冬馬さんに冷やかされつつ、3人にチョコを渡す。
もちろん、神堂さんにも。

皆それぞれに美味しいと言ってくれてホッとする。
昨日徹夜して作った甲斐があるというものだ。

「ヒロインちゃん、俺達はもう上がりだけど、春はまだ作業が残ってるんだ。
休憩がてら、2人でゆっくりしたらいいよ」

夏輝さんが言うと冬馬さんが一緒に飲みに行こうと騒ぎ出したが、

「お前さあ…少しは空気読めって…」

という一言でしぶしぶ帰り支度を始めた。
今度行こう!絶対だよ!と最後まで後ろ髪を引かれている冬馬さんを、
夏輝さんと秋羅さんが両脇を抱えるようにして帰って行った。

2人きりになって場を持て余していると、
神堂さんが立ち上がり、私に左手を差し出す。

「おいで…」

よく分からないままその手を取ると、ピアノのあるブースに連れて行かれる。
ピアノの前にもう1つ椅子を置くと、座るように促される。

座ると神堂さんがピアノを弾き始める。
流れる旋律に彼の声が重なり、詞が作る世界に引き込まれていく。


「―キミの為に、作った」

演奏が終わり、神堂さんが呟く。

「キミにはいつももらってばかりだから…。
今日を機会に何か返したかった」

神堂さんがそんな風に思っていたなんて。
この嬉しさはどうしたら伝えられるのか。
まとまらない言葉と脳内で格闘していると、神堂さんが続ける。

「この曲を世に出すつもりはない。
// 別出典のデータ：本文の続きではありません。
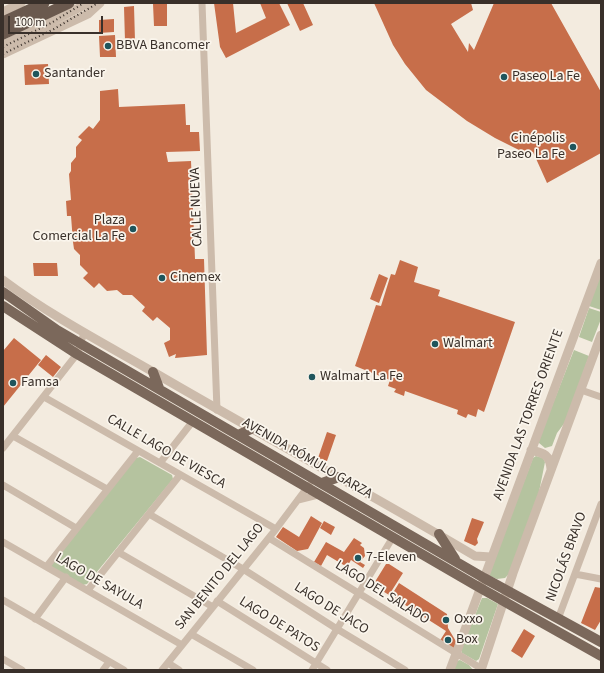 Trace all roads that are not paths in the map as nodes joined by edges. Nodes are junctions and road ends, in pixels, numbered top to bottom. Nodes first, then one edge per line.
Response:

俺とキミ、2人だけの曲だ。
どうしても今日に間に合わせたくて、メールの返事も滞ってしまった…」

忙しいレコーディングの合間を縫って、私の為に曲を…。
そう思ったら自然と涙が頬を伝った。

「すまない…泣かせるつもりじゃなかったんだが…」

少し困った顔をして、頬を伝う涙を指で拭ってくれる。
そのままそっと抱きしめられる。

「神堂さん…」

「名前…名前で、呼んで…」

「春…」


付き合い始めてまだ1ヶ月足らず。
まだ名字でしか呼べなかった彼を、初めて名前で呼べたバレンタイン。
2人の距離がまた少し縮まった気がした。